◆ Given data ◆
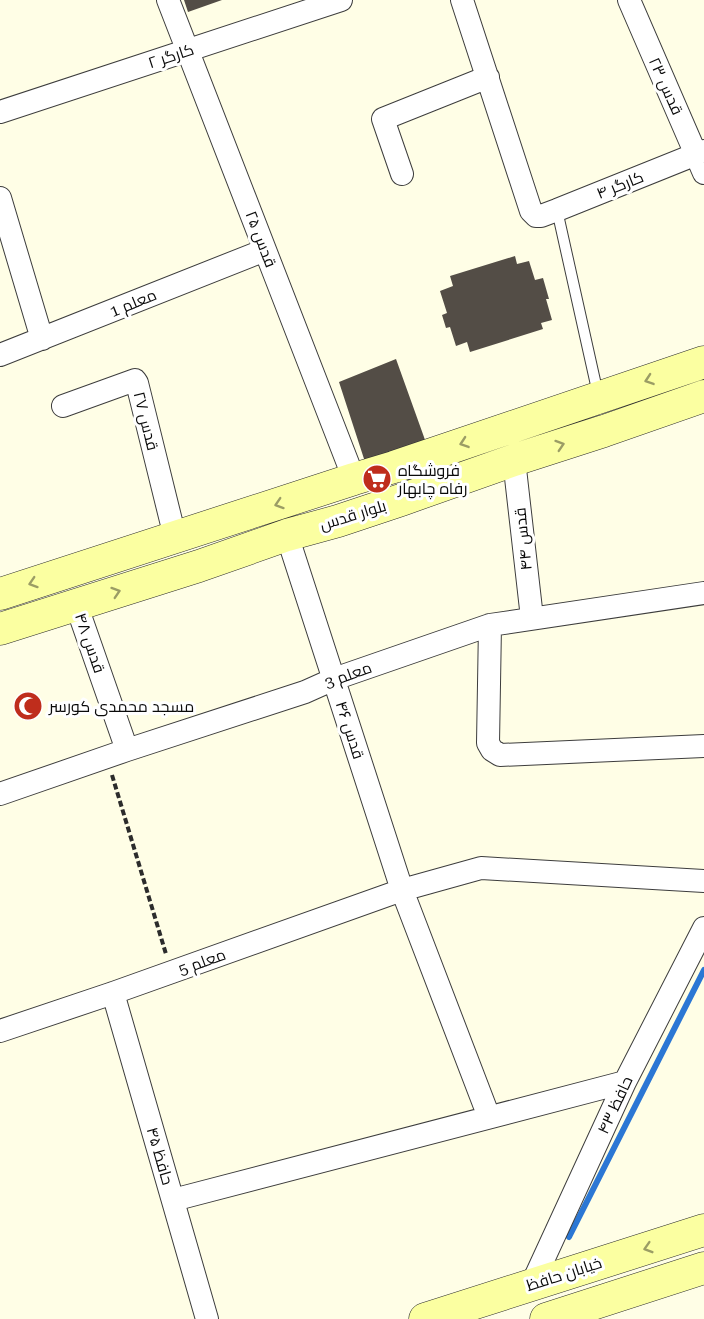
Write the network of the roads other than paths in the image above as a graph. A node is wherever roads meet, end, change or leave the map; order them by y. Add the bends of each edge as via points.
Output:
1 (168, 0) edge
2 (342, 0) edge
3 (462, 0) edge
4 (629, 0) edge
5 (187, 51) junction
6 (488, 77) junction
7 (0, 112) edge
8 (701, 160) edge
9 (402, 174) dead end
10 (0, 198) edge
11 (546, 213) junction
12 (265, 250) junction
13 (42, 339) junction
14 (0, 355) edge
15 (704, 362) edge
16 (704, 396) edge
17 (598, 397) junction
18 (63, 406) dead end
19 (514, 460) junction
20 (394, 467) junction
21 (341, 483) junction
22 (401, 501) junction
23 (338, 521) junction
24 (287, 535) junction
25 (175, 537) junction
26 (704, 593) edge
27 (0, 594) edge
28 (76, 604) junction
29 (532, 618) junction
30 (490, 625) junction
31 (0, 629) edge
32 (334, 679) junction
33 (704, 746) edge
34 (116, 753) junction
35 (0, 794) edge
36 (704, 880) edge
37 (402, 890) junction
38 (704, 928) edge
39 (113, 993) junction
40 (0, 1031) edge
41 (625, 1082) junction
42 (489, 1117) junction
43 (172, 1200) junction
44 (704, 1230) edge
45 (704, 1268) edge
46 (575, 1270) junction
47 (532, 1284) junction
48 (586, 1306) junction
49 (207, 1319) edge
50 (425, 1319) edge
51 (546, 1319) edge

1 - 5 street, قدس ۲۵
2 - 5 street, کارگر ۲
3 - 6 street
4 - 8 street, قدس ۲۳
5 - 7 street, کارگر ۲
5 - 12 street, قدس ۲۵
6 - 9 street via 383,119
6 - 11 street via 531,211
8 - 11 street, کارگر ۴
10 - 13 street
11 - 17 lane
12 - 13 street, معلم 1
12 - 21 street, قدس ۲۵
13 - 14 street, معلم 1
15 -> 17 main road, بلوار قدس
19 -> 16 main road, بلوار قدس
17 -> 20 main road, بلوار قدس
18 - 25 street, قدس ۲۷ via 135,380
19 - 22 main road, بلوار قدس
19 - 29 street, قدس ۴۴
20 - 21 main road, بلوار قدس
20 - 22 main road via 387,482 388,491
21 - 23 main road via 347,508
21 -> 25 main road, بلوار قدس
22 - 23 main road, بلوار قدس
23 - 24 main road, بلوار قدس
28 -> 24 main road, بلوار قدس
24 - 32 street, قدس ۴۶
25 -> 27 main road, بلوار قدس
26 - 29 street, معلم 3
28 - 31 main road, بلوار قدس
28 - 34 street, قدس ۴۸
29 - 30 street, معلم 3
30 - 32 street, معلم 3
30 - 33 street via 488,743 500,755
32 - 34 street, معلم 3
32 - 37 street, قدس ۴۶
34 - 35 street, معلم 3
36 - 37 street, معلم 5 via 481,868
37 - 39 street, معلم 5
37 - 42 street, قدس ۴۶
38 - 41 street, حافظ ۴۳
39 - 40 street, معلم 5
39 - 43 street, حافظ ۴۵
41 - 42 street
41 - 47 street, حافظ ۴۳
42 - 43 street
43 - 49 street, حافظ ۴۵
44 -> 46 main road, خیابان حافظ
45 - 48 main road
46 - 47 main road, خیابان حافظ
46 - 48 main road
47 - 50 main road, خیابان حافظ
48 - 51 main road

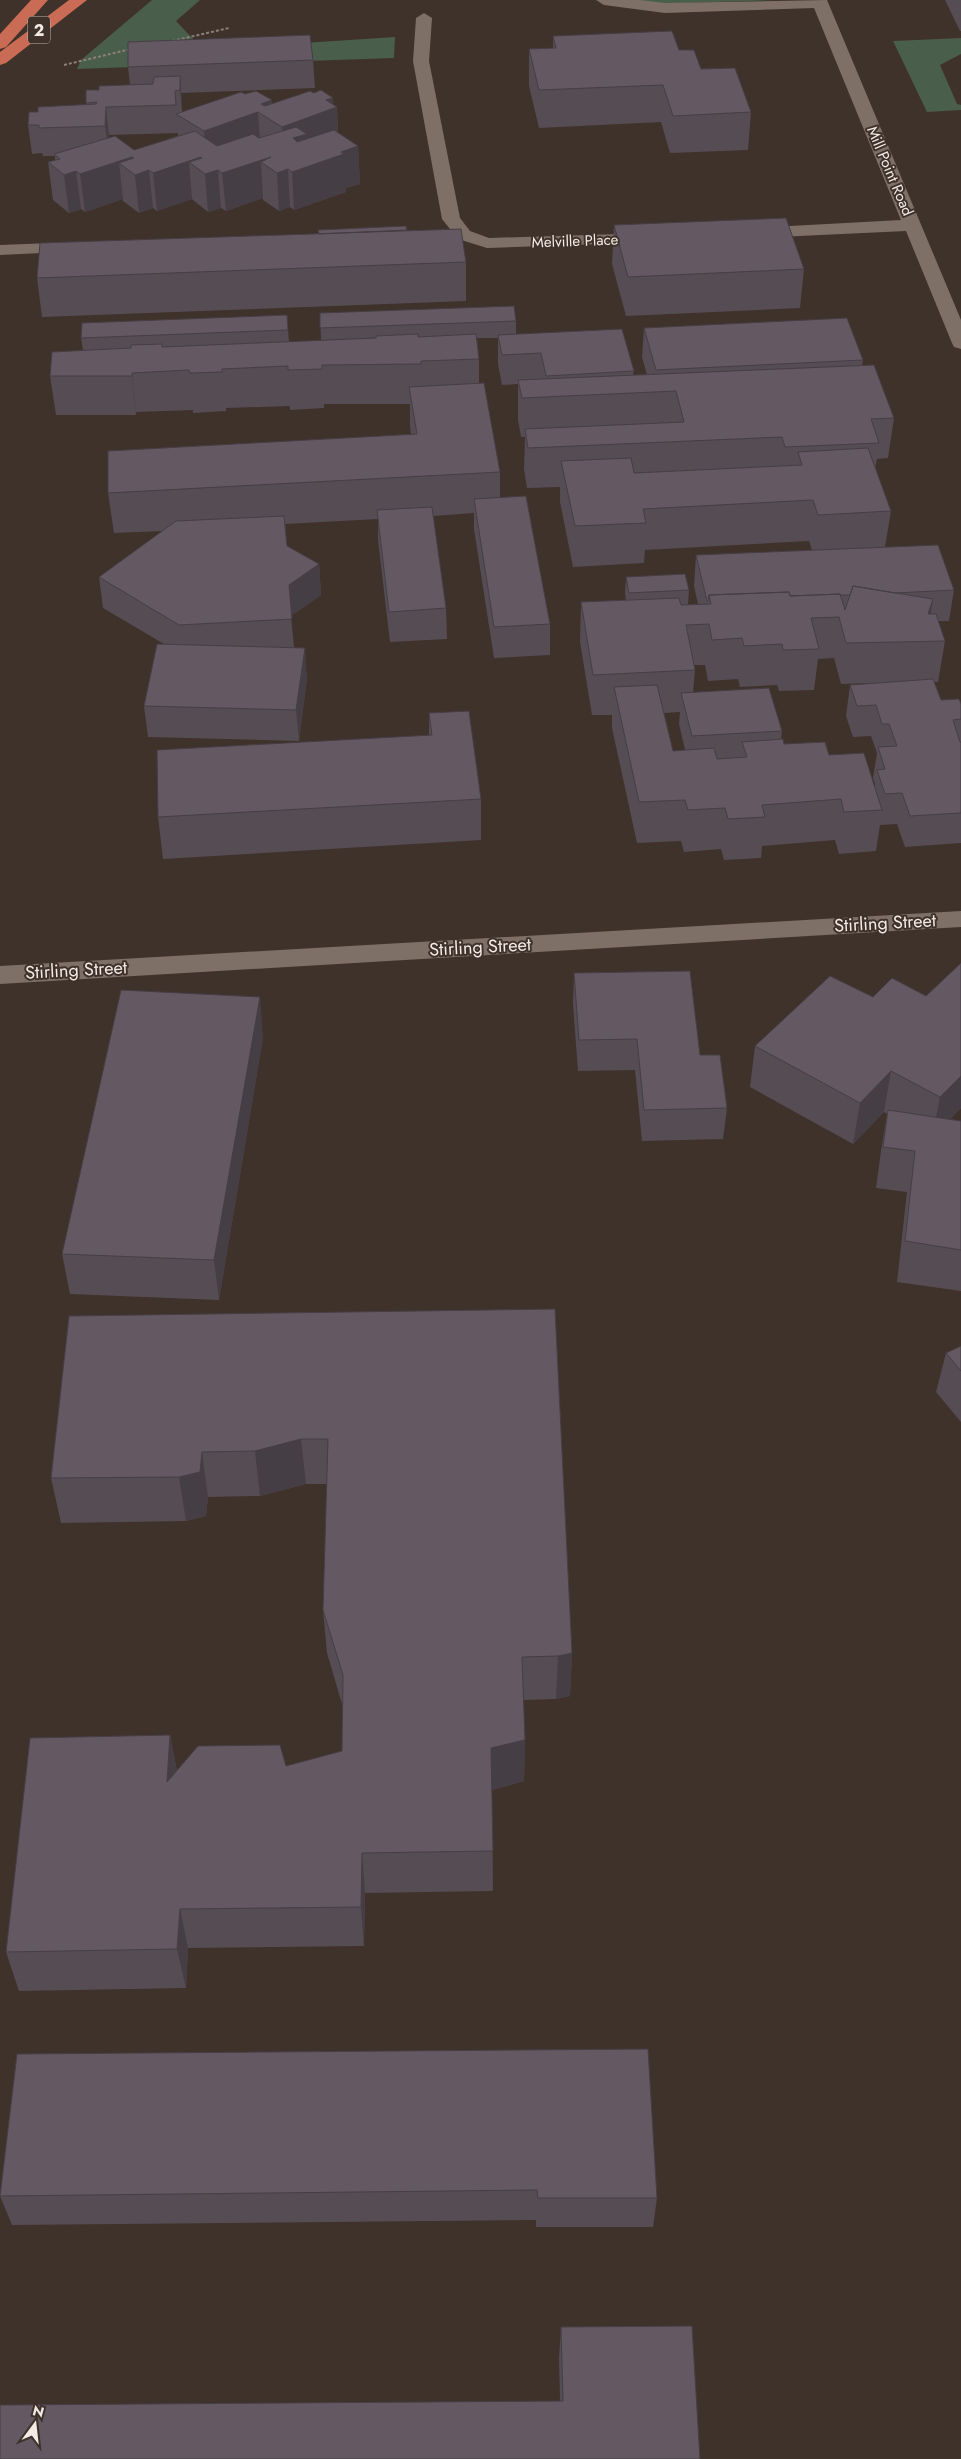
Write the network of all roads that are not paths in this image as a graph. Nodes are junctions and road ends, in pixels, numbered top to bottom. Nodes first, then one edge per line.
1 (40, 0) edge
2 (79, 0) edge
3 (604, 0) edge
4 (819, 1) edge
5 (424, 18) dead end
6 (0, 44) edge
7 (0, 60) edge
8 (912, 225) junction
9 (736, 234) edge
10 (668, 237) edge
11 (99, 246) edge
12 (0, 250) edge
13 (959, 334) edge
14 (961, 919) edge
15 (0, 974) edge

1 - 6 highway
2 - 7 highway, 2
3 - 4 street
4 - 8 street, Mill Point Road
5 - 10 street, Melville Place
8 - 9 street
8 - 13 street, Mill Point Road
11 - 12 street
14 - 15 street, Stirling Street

◆ Your assignment ◆
Print the material word for word without images.

◆ Expected answer ◆
Write the network of the roads other than paths in the image above as a graph. A node is wherever roads meet, end, change or leave the map; order them by y. Add the bends of each edge as via points.
Output:
1 (168, 0) edge
2 (342, 0) edge
3 (462, 0) edge
4 (629, 0) edge
5 (187, 51) junction
6 (488, 77) junction
7 (0, 112) edge
8 (701, 160) edge
9 (402, 174) dead end
10 (0, 198) edge
11 (546, 213) junction
12 (265, 250) junction
13 (42, 339) junction
14 (0, 355) edge
15 (704, 362) edge
16 (704, 396) edge
17 (598, 397) junction
18 (63, 406) dead end
19 (514, 460) junction
20 (394, 467) junction
21 (341, 483) junction
22 (401, 501) junction
23 (338, 521) junction
24 (287, 535) junction
25 (175, 537) junction
26 (704, 593) edge
27 (0, 594) edge
28 (76, 604) junction
29 (532, 618) junction
30 (490, 625) junction
31 (0, 629) edge
32 (334, 679) junction
33 (704, 746) edge
34 (116, 753) junction
35 (0, 794) edge
36 (704, 880) edge
37 (402, 890) junction
38 (704, 928) edge
39 (113, 993) junction
40 (0, 1031) edge
41 (625, 1082) junction
42 (489, 1117) junction
43 (172, 1200) junction
44 (704, 1230) edge
45 (704, 1268) edge
46 (575, 1270) junction
47 (532, 1284) junction
48 (586, 1306) junction
49 (207, 1319) edge
50 (425, 1319) edge
51 (546, 1319) edge

1 - 5 street, قدس ۲۵
2 - 5 street, کارگر ۲
3 - 6 street
4 - 8 street, قدس ۲۳
5 - 7 street, کارگر ۲
5 - 12 street, قدس ۲۵
6 - 9 street via 383,119
6 - 11 street via 531,211
8 - 11 street, کارگر ۴
10 - 13 street
11 - 17 lane
12 - 13 street, معلم 1
12 - 21 street, قدس ۲۵
13 - 14 street, معلم 1
15 -> 17 main road, بلوار قدس
19 -> 16 main road, بلوار قدس
17 -> 20 main road, بلوار قدس
18 - 25 street, قدس ۲۷ via 135,380
19 - 22 main road, بلوار قدس
19 - 29 street, قدس ۴۴
20 - 21 main road, بلوار قدس
20 - 22 main road via 387,482 388,491
21 - 23 main road via 347,508
21 -> 25 main road, بلوار قدس
22 - 23 main road, بلوار قدس
23 - 24 main road, بلوار قدس
28 -> 24 main road, بلوار قدس
24 - 32 street, قدس ۴۶
25 -> 27 main road, بلوار قدس
26 - 29 street, معلم 3
28 - 31 main road, بلوار قدس
28 - 34 street, قدس ۴۸
29 - 30 street, معلم 3
30 - 32 street, معلم 3
30 - 33 street via 488,743 500,755
32 - 34 street, معلم 3
32 - 37 street, قدس ۴۶
34 - 35 street, معلم 3
36 - 37 street, معلم 5 via 481,868
37 - 39 street, معلم 5
37 - 42 street, قدس ۴۶
38 - 41 street, حافظ ۴۳
39 - 40 street, معلم 5
39 - 43 street, حافظ ۴۵
41 - 42 street
41 - 47 street, حافظ ۴۳
42 - 43 street
43 - 49 street, حافظ ۴۵
44 -> 46 main road, خیابان حافظ
45 - 48 main road
46 - 47 main road, خیابان حافظ
46 - 48 main road
47 - 50 main road, خیابان حافظ
48 - 51 main road

Write the network of all roads that are not paths in this image as a graph. Nodes are junctions and road ends, in pixels, numbered top to bottom. Nodes first, then one edge per line.
1 (40, 0) edge
2 (79, 0) edge
3 (604, 0) edge
4 (819, 1) edge
5 (424, 18) dead end
6 (0, 44) edge
7 (0, 60) edge
8 (912, 225) junction
9 (736, 234) edge
10 (668, 237) edge
11 (99, 246) edge
12 (0, 250) edge
13 (959, 334) edge
14 (961, 919) edge
15 (0, 974) edge

1 - 6 highway
2 - 7 highway, 2
3 - 4 street
4 - 8 street, Mill Point Road
5 - 10 street, Melville Place
8 - 9 street
8 - 13 street, Mill Point Road
11 - 12 street
14 - 15 street, Stirling Street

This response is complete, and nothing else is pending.